> [Work instructions]: When you copy the material below, keep every line exact and omit the pictures.

> [Data provided]:
____

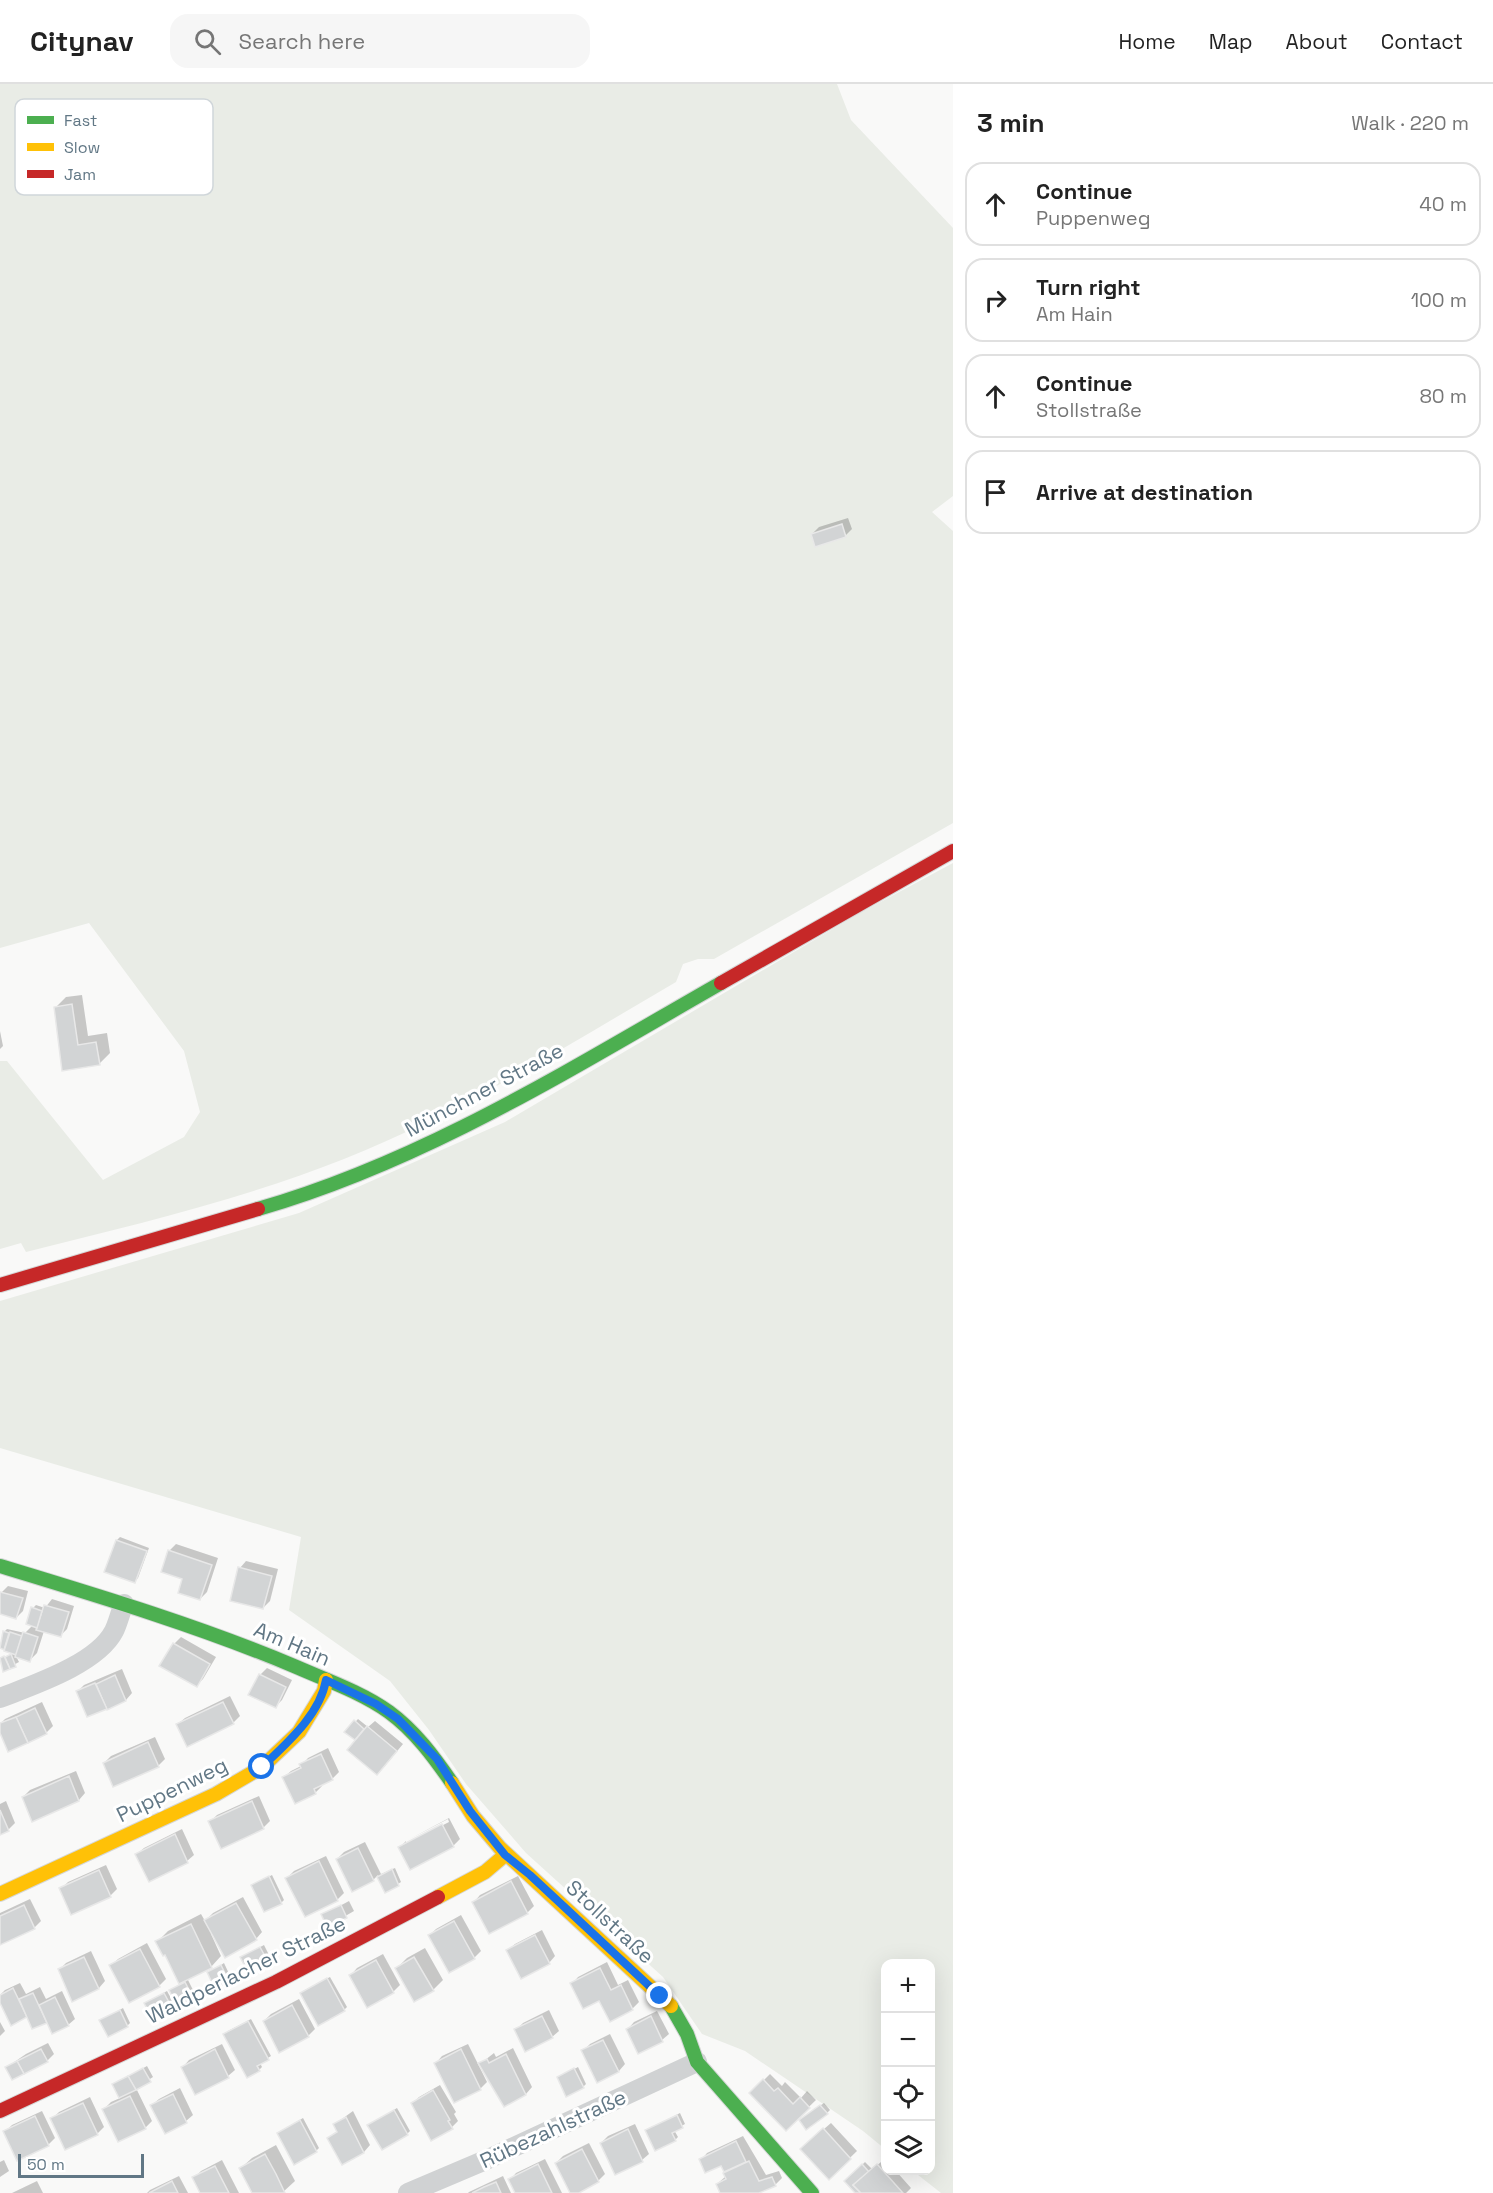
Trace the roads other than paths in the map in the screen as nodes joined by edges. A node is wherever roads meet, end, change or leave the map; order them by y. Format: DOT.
graph roads {
  1 [pos="953,851"];
  2 [pos="0,1285"];
  3 [pos="0,1566"];
  4 [pos="124,1604"];
  5 [pos="326,1680"];
  6 [pos="0,1698"];
  7 [pos="505,1855"];
  8 [pos="0,1894"];
  9 [pos="697,2062"];
  10 [pos="0,2111"];
  11 [pos="408,2193"];
  12 [pos="812,2193"];
  1 -- 2 [label="street, Münchner Straße"];
  3 -- 4 [label="street, Am Hain"];
  4 -- 5 [label="street, Am Hain"];
  4 -- 6 [label="street"];
  5 -- 7 [label="street, Am Hain"];
  5 -- 8 [label="street, Puppenweg"];
  7 -- 9 [label="street, Stollstraße"];
  7 -- 10 [label="street, Waldperlacher Straße"];
  9 -- 11 [label="street, Rübezahlstraße"];
  9 -- 12 [label="street, Stollstraße"];
}
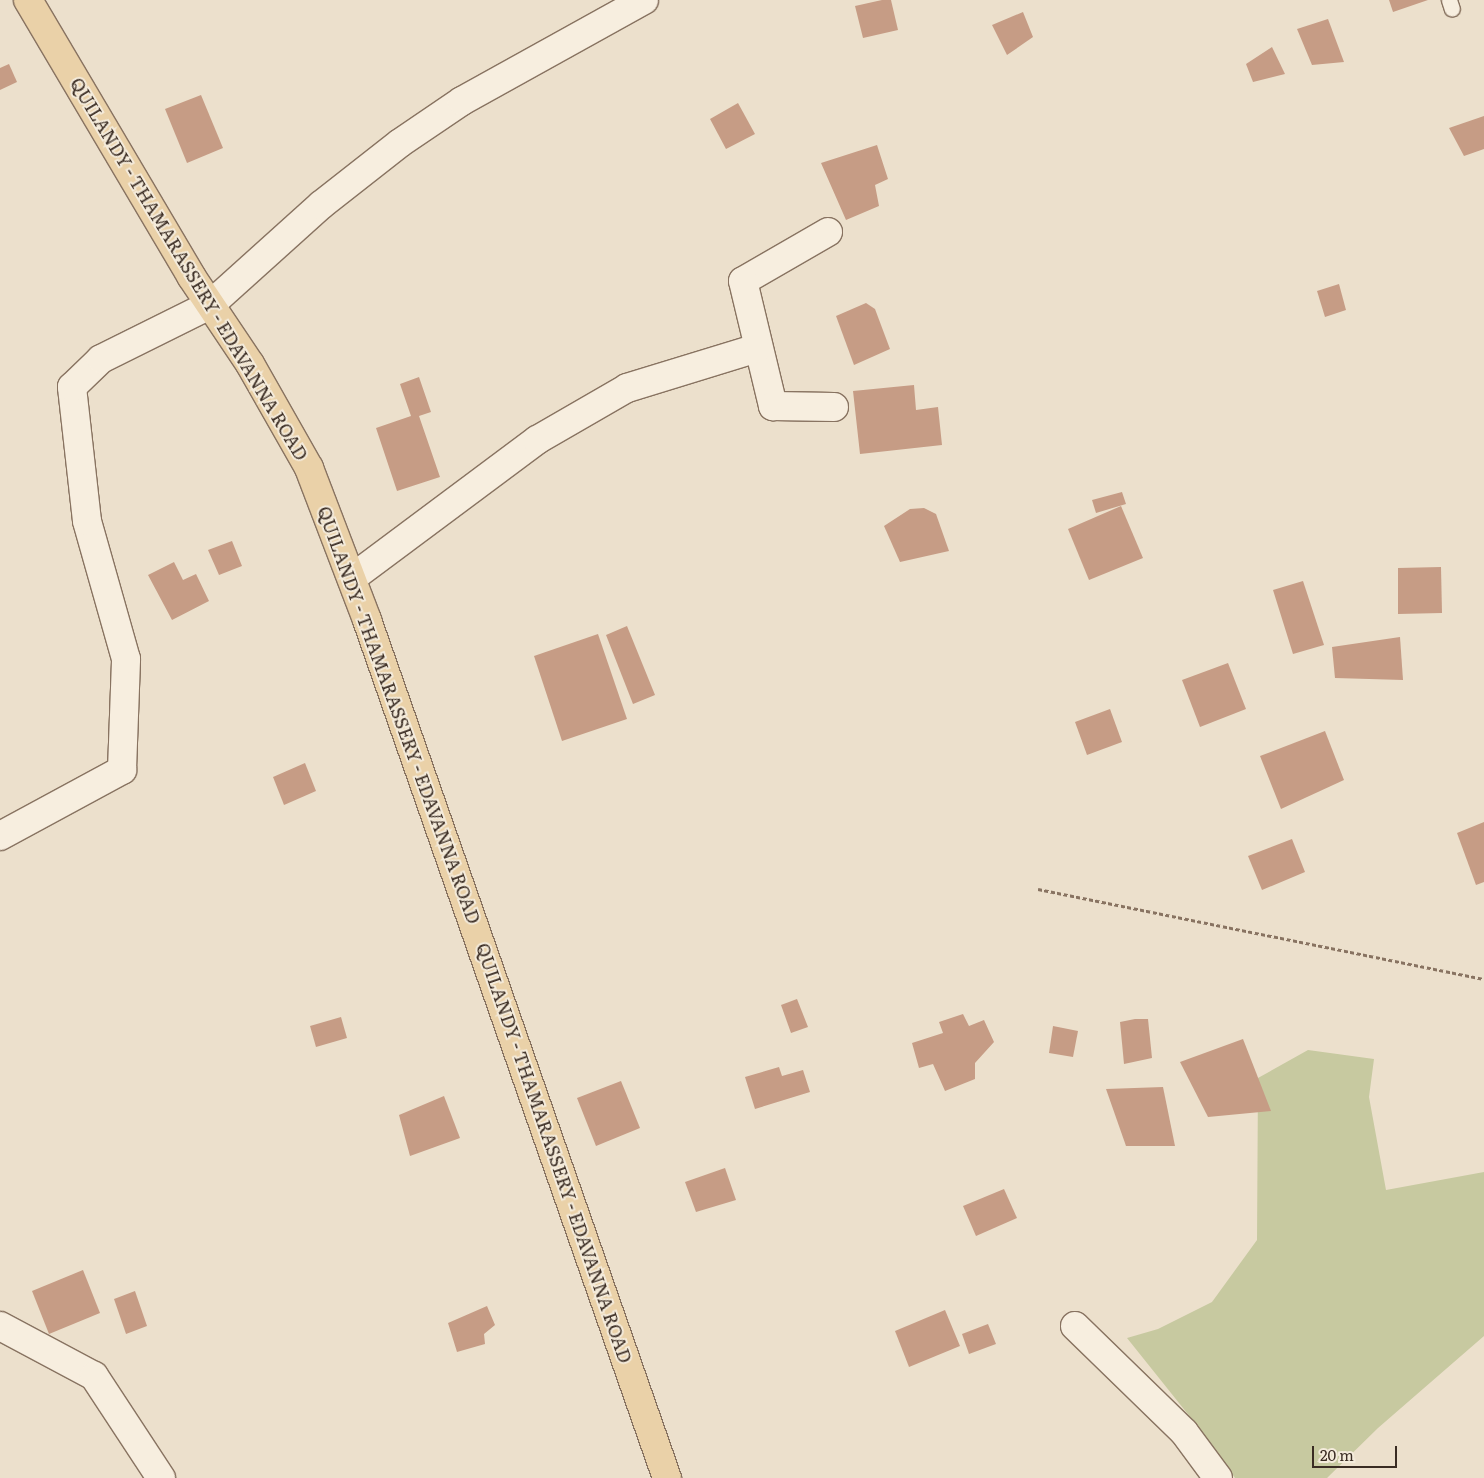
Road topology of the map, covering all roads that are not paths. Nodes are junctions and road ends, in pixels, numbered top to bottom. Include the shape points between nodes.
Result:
1 (28, 0) edge
2 (644, 0) edge
3 (828, 232) dead end
4 (210, 305) junction
5 (757, 348) junction
6 (834, 408) dead end
7 (352, 578) junction
8 (0, 836) edge
9 (0, 1326) edge
10 (1075, 1326) dead end
11 (161, 1478) edge
12 (667, 1478) edge
13 (1218, 1478) edge

1 - 4 main road, QUILANDY - THAMARASSERY - EDAVANNA ROAD
2 - 4 street via 462,101 400,142 321,205
3 - 5 street via 743,281
4 - 7 main road, QUILANDY - THAMARASSERY - EDAVANNA ROAD via 250,364 309,468
4 - 8 street via 101,359 72,387 87,522 126,659 122,770
5 - 6 street via 773,406
5 - 7 street via 627,388 537,440
7 - 12 main road, QUILANDY - THAMARASSERY - EDAVANNA ROAD
9 - 11 street via 94,1376
10 - 13 street via 1184,1432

____

> [Response box]:
Trace the roads other than paths in the map in the screen as nodes joined by edges. A node is wherever roads meet, end, change or leave the map; order them by y. Format: DOT.
graph roads {
  1 [pos="953,851"];
  2 [pos="0,1285"];
  3 [pos="0,1566"];
  4 [pos="124,1604"];
  5 [pos="326,1680"];
  6 [pos="0,1698"];
  7 [pos="505,1855"];
  8 [pos="0,1894"];
  9 [pos="697,2062"];
  10 [pos="0,2111"];
  11 [pos="408,2193"];
  12 [pos="812,2193"];
  1 -- 2 [label="street, Münchner Straße"];
  3 -- 4 [label="street, Am Hain"];
  4 -- 5 [label="street, Am Hain"];
  4 -- 6 [label="street"];
  5 -- 7 [label="street, Am Hain"];
  5 -- 8 [label="street, Puppenweg"];
  7 -- 9 [label="street, Stollstraße"];
  7 -- 10 [label="street, Waldperlacher Straße"];
  9 -- 11 [label="street, Rübezahlstraße"];
  9 -- 12 [label="street, Stollstraße"];
}
Road topology of the map, covering all roads that are not paths. Nodes are junctions and road ends, in pixels, numbered top to bottom. Include the shape points between nodes.
Result:
1 (28, 0) edge
2 (644, 0) edge
3 (828, 232) dead end
4 (210, 305) junction
5 (757, 348) junction
6 (834, 408) dead end
7 (352, 578) junction
8 (0, 836) edge
9 (0, 1326) edge
10 (1075, 1326) dead end
11 (161, 1478) edge
12 (667, 1478) edge
13 (1218, 1478) edge

1 - 4 main road, QUILANDY - THAMARASSERY - EDAVANNA ROAD
2 - 4 street via 462,101 400,142 321,205
3 - 5 street via 743,281
4 - 7 main road, QUILANDY - THAMARASSERY - EDAVANNA ROAD via 250,364 309,468
4 - 8 street via 101,359 72,387 87,522 126,659 122,770
5 - 6 street via 773,406
5 - 7 street via 627,388 537,440
7 - 12 main road, QUILANDY - THAMARASSERY - EDAVANNA ROAD
9 - 11 street via 94,1376
10 - 13 street via 1184,1432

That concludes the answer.